Patients with dilated cardiomyopathy and low ejection fraction (EF) were enrolled and treated optimally. At the end, patient was considered improved and their HF status is well compensated. These patients were examined for fluid overload in the venous system, mainly by the presence of rales in the lung and by painful sensation with a minimal punch in the right lower rib cage. Fluid overload in the extravascular system is defined as fluid infiltration in the abdominal wall, edema at the ankle, thigh, dependent areas. The study group underwent the new Expansibility of the Femoral Vein (EFV) and had treatment based on its results. The EFV is the ultrasound study of the femoral vein examining its size and expansibility during strong cough. In general, the location of the femoral artery and vein to be checked is the sagittal plane immediately proximal to the bifurcation of the superficial and deep femoral artery. The size of the femoral vein is a little larger than the size of the femoral artery. If the size of the femoral vein during cough is 3 times larger than the one at baseline, the test is considered normal. If the size of the femoral vein is >3 times larger than then baseline, it is considered abnormal suggesting excessive venous pooling. If the femoral vein expands only <2 times of the baseline during cough, it is considered abnormal suggesting present or future pulmonary hypertension. If this test was done in conjunction with a right heart catheterization, then the femoral vein pressure at baseline and during cough is recorded. The Group A: The patients were assessed based on conventional physical examination. Group B: the patients were diagnosed with the new expansibility of the femoral vein (EFV) test.

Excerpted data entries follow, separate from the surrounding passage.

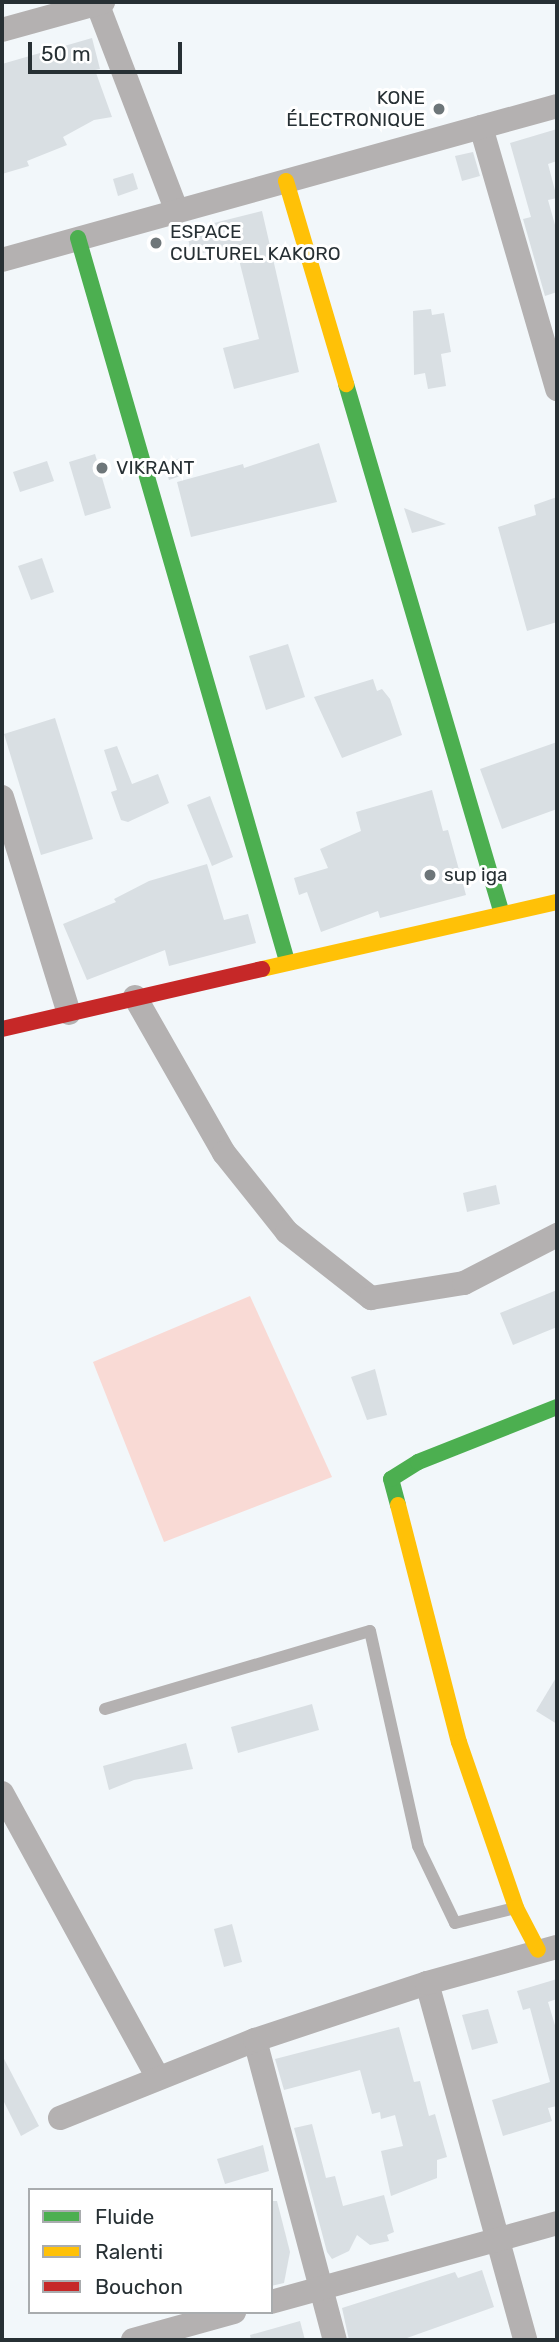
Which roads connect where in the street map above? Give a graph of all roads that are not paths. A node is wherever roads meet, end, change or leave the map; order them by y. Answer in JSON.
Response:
{"nodes":[{"id":1,"x":91,"y":4,"type":"edge"},
{"id":2,"x":2,"y":30,"type":"edge"},
{"id":3,"x":557,"y":106,"type":"edge"},
{"id":4,"x":481,"y":127,"type":"junction"},
{"id":5,"x":286,"y":181,"type":"junction"},
{"id":6,"x":177,"y":211,"type":"junction"},
{"id":7,"x":78,"y":238,"type":"junction"},
{"id":8,"x":2,"y":260,"type":"edge"},
{"id":9,"x":557,"y":389,"type":"edge"},
{"id":10,"x":2,"y":797,"type":"edge"},
{"id":11,"x":557,"y":902,"type":"edge"},
{"id":12,"x":502,"y":914,"type":"junction"},
{"id":13,"x":287,"y":961,"type":"junction"},
{"id":14,"x":135,"y":998,"type":"junction"},
{"id":15,"x":69,"y":1013,"type":"junction"},
{"id":16,"x":2,"y":1029,"type":"edge"},
{"id":17,"x":557,"y":1235,"type":"edge"},
{"id":18,"x":557,"y":1407,"type":"edge"},
{"id":19,"x":105,"y":1709,"type":"dead end"},
{"id":20,"x":2,"y":1793,"type":"edge"},
{"id":21,"x":516,"y":1908,"type":"junction"},
{"id":22,"x":548,"y":1948,"type":"edge"},
{"id":23,"x":427,"y":1983,"type":"junction"},
{"id":24,"x":255,"y":2040,"type":"junction"},
{"id":25,"x":157,"y":2077,"type":"junction"},
{"id":26,"x":60,"y":2118,"type":"dead end"},
{"id":27,"x":557,"y":2223,"type":"edge"},
{"id":28,"x":499,"y":2239,"type":"junction"},
{"id":29,"x":321,"y":2288,"type":"junction"},
{"id":30,"x":273,"y":2301,"type":"edge"},
{"id":31,"x":227,"y":2314,"type":"edge"},
{"id":32,"x":136,"y":2340,"type":"edge"},
{"id":33,"x":335,"y":2340,"type":"edge"},
{"id":34,"x":525,"y":2340,"type":"edge"}],
"edges":[{"from":1,"to":2,"type":"street"},
{"from":1,"to":6,"type":"street"},
{"from":3,"to":4,"type":"street"},
{"from":4,"to":5,"type":"street"},
{"from":4,"to":9,"type":"street"},
{"from":5,"to":6,"type":"street"},
{"from":5,"to":12,"type":"street"},
{"from":6,"to":7,"type":"street"},
{"from":7,"to":8,"type":"street"},
{"from":7,"to":13,"type":"street"},
{"from":10,"to":15,"type":"street"},
{"from":11,"to":12,"type":"street"},
{"from":12,"to":13,"type":"street"},
{"from":13,"to":14,"type":"street"},
{"from":14,"to":15,"type":"street"},
{"from":14,"to":17,"type":"street"},
{"from":15,"to":16,"type":"street"},
{"from":18,"to":21,"type":"street"},
{"from":19,"to":21,"type":"lane"},
{"from":20,"to":25,"type":"street"},
{"from":21,"to":22,"type":"street"},
{"from":22,"to":23,"type":"street"},
{"from":23,"to":24,"type":"street"},
{"from":23,"to":28,"type":"street"},
{"from":24,"to":25,"type":"street"},
{"from":24,"to":29,"type":"street"},
{"from":25,"to":26,"type":"street"},
{"from":27,"to":28,"type":"street"},
{"from":28,"to":29,"type":"street"},
{"from":28,"to":34,"type":"street"},
{"from":29,"to":30,"type":"street"},
{"from":29,"to":33,"type":"street"},
{"from":31,"to":32,"type":"street"}]}
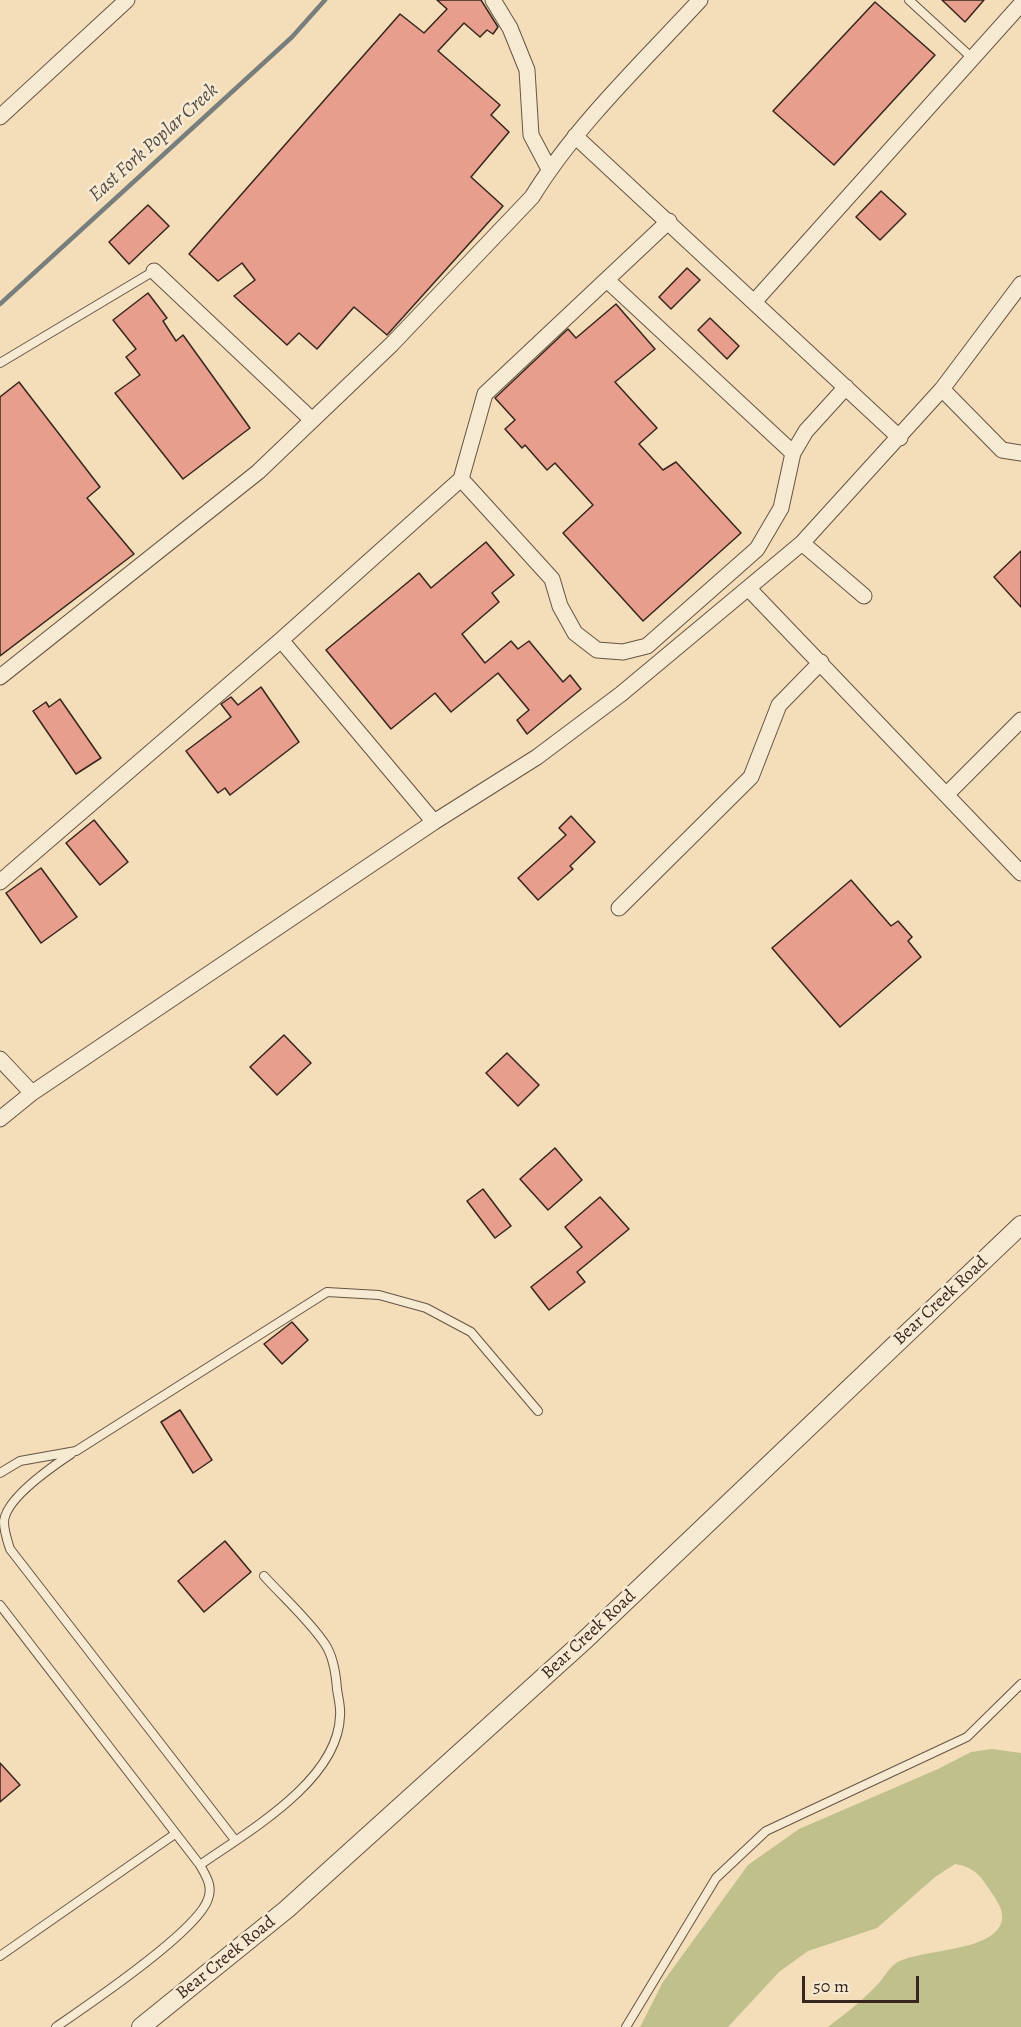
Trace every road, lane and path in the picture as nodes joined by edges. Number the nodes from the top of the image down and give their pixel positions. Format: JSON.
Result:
{"nodes":[{"id":1,"x":127,"y":0,"type":"edge"},
{"id":2,"x":493,"y":0,"type":"edge"},
{"id":3,"x":700,"y":0,"type":"edge"},
{"id":4,"x":909,"y":0,"type":"edge"},
{"id":5,"x":1021,"y":4,"type":"edge"},
{"id":6,"x":971,"y":57,"type":"junction"},
{"id":7,"x":0,"y":117,"type":"edge"},
{"id":8,"x":575,"y":136,"type":"junction"},
{"id":9,"x":549,"y":169,"type":"junction"},
{"id":10,"x":669,"y":221,"type":"junction"},
{"id":11,"x":154,"y":271,"type":"joint"},
{"id":12,"x":608,"y":281,"type":"junction"},
{"id":13,"x":1021,"y":285,"type":"edge"},
{"id":14,"x":754,"y":302,"type":"junction"},
{"id":15,"x":0,"y":363,"type":"edge"},
{"id":16,"x":846,"y":387,"type":"junction"},
{"id":17,"x":942,"y":389,"type":"junction"},
{"id":18,"x":312,"y":420,"type":"junction"},
{"id":19,"x":900,"y":438,"type":"junction"},
{"id":20,"x":793,"y":453,"type":"junction"},
{"id":21,"x":1021,"y":453,"type":"edge"},
{"id":22,"x":461,"y":479,"type":"junction"},
{"id":23,"x":802,"y":543,"type":"junction"},
{"id":24,"x":749,"y":589,"type":"junction"},
{"id":25,"x":864,"y":596,"type":"dead end"},
{"id":26,"x":281,"y":640,"type":"junction"},
{"id":27,"x":821,"y":662,"type":"junction"},
{"id":28,"x":0,"y":677,"type":"edge"},
{"id":29,"x":1021,"y":720,"type":"edge"},
{"id":30,"x":946,"y":794,"type":"junction"},
{"id":31,"x":434,"y":822,"type":"junction"},
{"id":32,"x":1021,"y":873,"type":"edge"},
{"id":33,"x":0,"y":882,"type":"edge"},
{"id":34,"x":619,"y":908,"type":"dead end"},
{"id":35,"x":0,"y":1059,"type":"edge"},
{"id":36,"x":32,"y":1093,"type":"junction"},
{"id":37,"x":0,"y":1119,"type":"edge"},
{"id":38,"x":1021,"y":1225,"type":"edge"},
{"id":39,"x":538,"y":1411,"type":"dead end"},
{"id":40,"x":76,"y":1451,"type":"junction"},
{"id":41,"x":0,"y":1473,"type":"edge"},
{"id":42,"x":264,"y":1576,"type":"dead end"},
{"id":43,"x":0,"y":1605,"type":"edge"},
{"id":44,"x":1021,"y":1684,"type":"edge"},
{"id":45,"x":175,"y":1834,"type":"junction"},
{"id":46,"x":235,"y":1840,"type":"junction"},
{"id":47,"x":200,"y":1865,"type":"junction"},
{"id":48,"x":0,"y":1956,"type":"edge"},
{"id":49,"x":56,"y":2027,"type":"edge"},
{"id":50,"x":141,"y":2027,"type":"edge"},
{"id":51,"x":626,"y":2027,"type":"edge"}],
"edges":[{"from":1,"to":7,"type":"street"},
{"from":2,"to":9,"type":"street"},
{"from":3,"to":8,"type":"street"},
{"from":4,"to":6,"type":"lane"},
{"from":5,"to":6,"type":"street"},
{"from":6,"to":14,"type":"street"},
{"from":8,"to":9,"type":"street"},
{"from":8,"to":10,"type":"street"},
{"from":9,"to":18,"type":"street"},
{"from":10,"to":12,"type":"street"},
{"from":10,"to":14,"type":"street"},
{"from":11,"to":15,"type":"lane"},
{"from":11,"to":18,"type":"street"},
{"from":12,"to":20,"type":"street"},
{"from":12,"to":22,"type":"street"},
{"from":13,"to":17,"type":"street"},
{"from":14,"to":16,"type":"street"},
{"from":16,"to":19,"type":"street"},
{"from":16,"to":20,"type":"street"},
{"from":17,"to":19,"type":"street"},
{"from":17,"to":21,"type":"street"},
{"from":18,"to":28,"type":"street"},
{"from":19,"to":23,"type":"street"},
{"from":20,"to":22,"type":"street"},
{"from":22,"to":26,"type":"street"},
{"from":23,"to":24,"type":"street"},
{"from":23,"to":25,"type":"street"},
{"from":24,"to":27,"type":"street"},
{"from":24,"to":31,"type":"street"},
{"from":26,"to":31,"type":"street"},
{"from":26,"to":33,"type":"street"},
{"from":27,"to":30,"type":"street"},
{"from":27,"to":34,"type":"street"},
{"from":29,"to":30,"type":"street"},
{"from":30,"to":32,"type":"street"},
{"from":31,"to":36,"type":"street"},
{"from":35,"to":36,"type":"street"},
{"from":36,"to":37,"type":"street"},
{"from":38,"to":50,"type":"street","name":"Bear Creek Road"},
{"from":39,"to":40,"type":"lane"},
{"from":40,"to":41,"type":"lane"},
{"from":40,"to":46,"type":"lane"},
{"from":42,"to":46,"type":"lane"},
{"from":43,"to":45,"type":"lane"},
{"from":44,"to":51,"type":"lane"},
{"from":45,"to":47,"type":"lane"},
{"from":45,"to":48,"type":"lane"},
{"from":46,"to":47,"type":"lane"},
{"from":47,"to":49,"type":"lane"}]}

50 patients were enrolled from January 2015 to April 2016. All came with the diagnosis of acute on chronic systolic HF (or decompensated HF). All the patients had echo which showed dilated cardiomyopathy with low EF (mean EF= 36%). At the end of the treatment period, the patients were considered improved with compensated HF. By physical examination, the majority of patient had NO intravascular fluid overload. However, by the EFV test, only 60% patients had smaller size of the femoral vein and the femoral vein could expand again with cough. The EFV test was shown to be more accurate than physical exam for confirming the compensated status of HF.
With treatment, the patients with decompensated HF improved and were upgraded to “compensated”. However the EFV test showed only 60 % of these patients truly achieved normal size of the femoral vein which also was able to expand its size upon cough. EFV was more accurate in confirming that the HF is now compensated.